Santhiago sustenta que "existe uma barreira maior para cantoras negras que querem se afirmar em um contexto musical que não teve origem na cultura negra". E essa sua afirmação ecoa o que as 13 cantoras – Arícia Mess, Eliana Pittman, Graça Cunha, Ivete Souza, Izzy Gordon, Misty e Rosa Marya Colin completam a lista – pensam sobre suas próprias trajetórias. Não se admire quem não reconhece os nomes de muitas delas. A ideia central do livro é justamente essa: a discriminação lhes dificultou o caminho para o reconhecimento merecido.

É curioso que a arrolagem de nomes não partiu da mente do pesquisador. As cantoras contempladas com a narrativa de suas histórias em livro foram, antes, indicadas umas pelas outras, até que os nomes se repetissem sem novidade. O autor ouviu uma a uma, usando um método de pesquisa conhecido como história oral. É o contrário da historiografia tradicional, dependente de fontes escritas e calcada na objetividade e no distanciamento. A oralidade, por sua vez, se compraz de ser subjetiva. Deixa que o próprio personagem se conte, em contato direto (e portanto envolvimento) com o historiador. San­­thiago a defende: "O que faz a ri­­queza da história oral não é como as coisas acontecem, mas como quem testemunhou e protagonizou entende os fatos."

Adyel Silva se lembra de quando ganhou um piano da avó. A menina de 5 anos queria mesmo era um par de sapatilhas. Mas piano era coisa de "moça fina", como as das famílias para as quais a avó lavava roupa. Valia a pena se endividar para conceder igual chance à neta. Adyel cresceu, projetou sua voz cantando "I Feel Good" em um comercial de jeans que fez o maior sucesso, participou do mu­­sical Emoções Baratas, de José Pos­­si Neto, e só foi lançar seu primeiro disco, Chic da Silva, em 2003, duas décadas depois de iniciar sua carreira. Ainda hoje, so­­nha com o mercado internacional, já que, se é para ser considerada exótica aqui ou lá, no país de Ella Fitzgerald pelo menos será mais valorizada.
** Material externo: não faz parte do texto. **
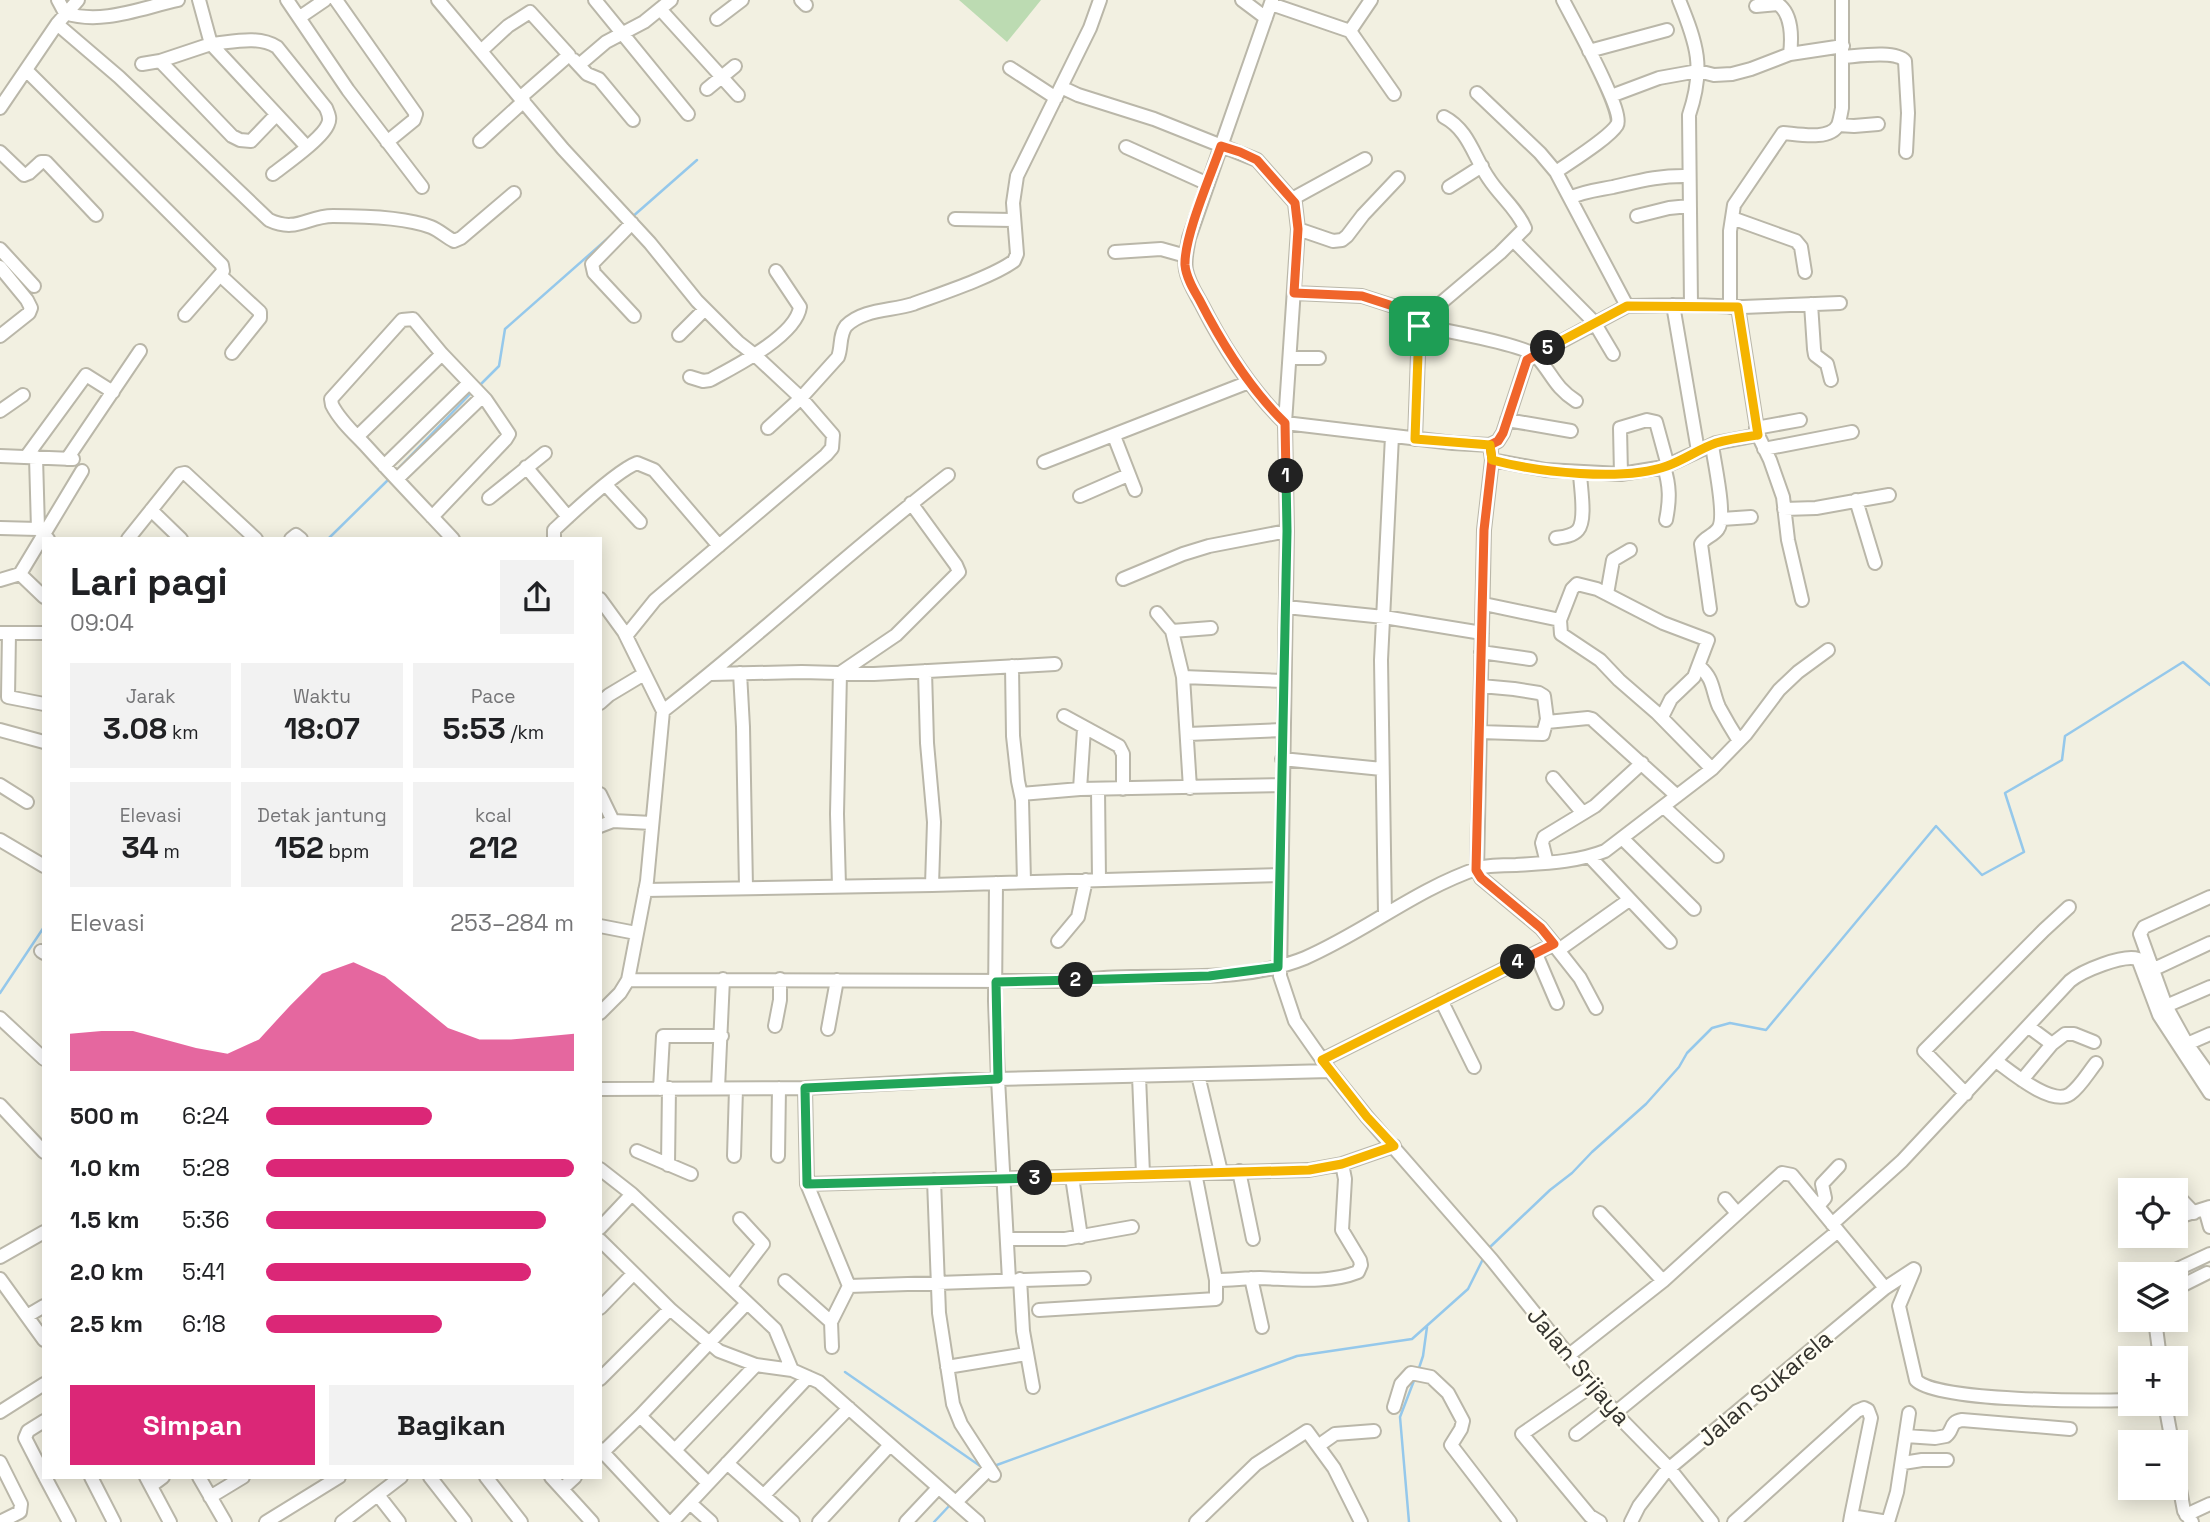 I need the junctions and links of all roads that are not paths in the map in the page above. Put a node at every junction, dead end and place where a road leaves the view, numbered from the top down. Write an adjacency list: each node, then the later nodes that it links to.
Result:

Leila Maria, a "jazzista de plantão", recusou um convite da gravadora Odeon para ser a "Clara Nunes da vez". "Mas eu nem sei cantar samba", argumentou, e a negociação teve fim. Tapa na cara maior foi ver Leila Pinheiro, a quem não identifica com o jazz, ser convidada a homenagear Billie Holiday, há alguns anos. "Pega­­ram, ainda por cima, o mú­­sico que tocava comigo, o Osmar Milito. Ele tocou com a Leila Pinheiro boa parte do repertório que fazíamos juntos. Acho absurdo, mas para os outros parece aceitável... Ina­­cei­­tável seria o oposto: se fosse uma homenagem a Elis Regina, nunca iriam me chamar."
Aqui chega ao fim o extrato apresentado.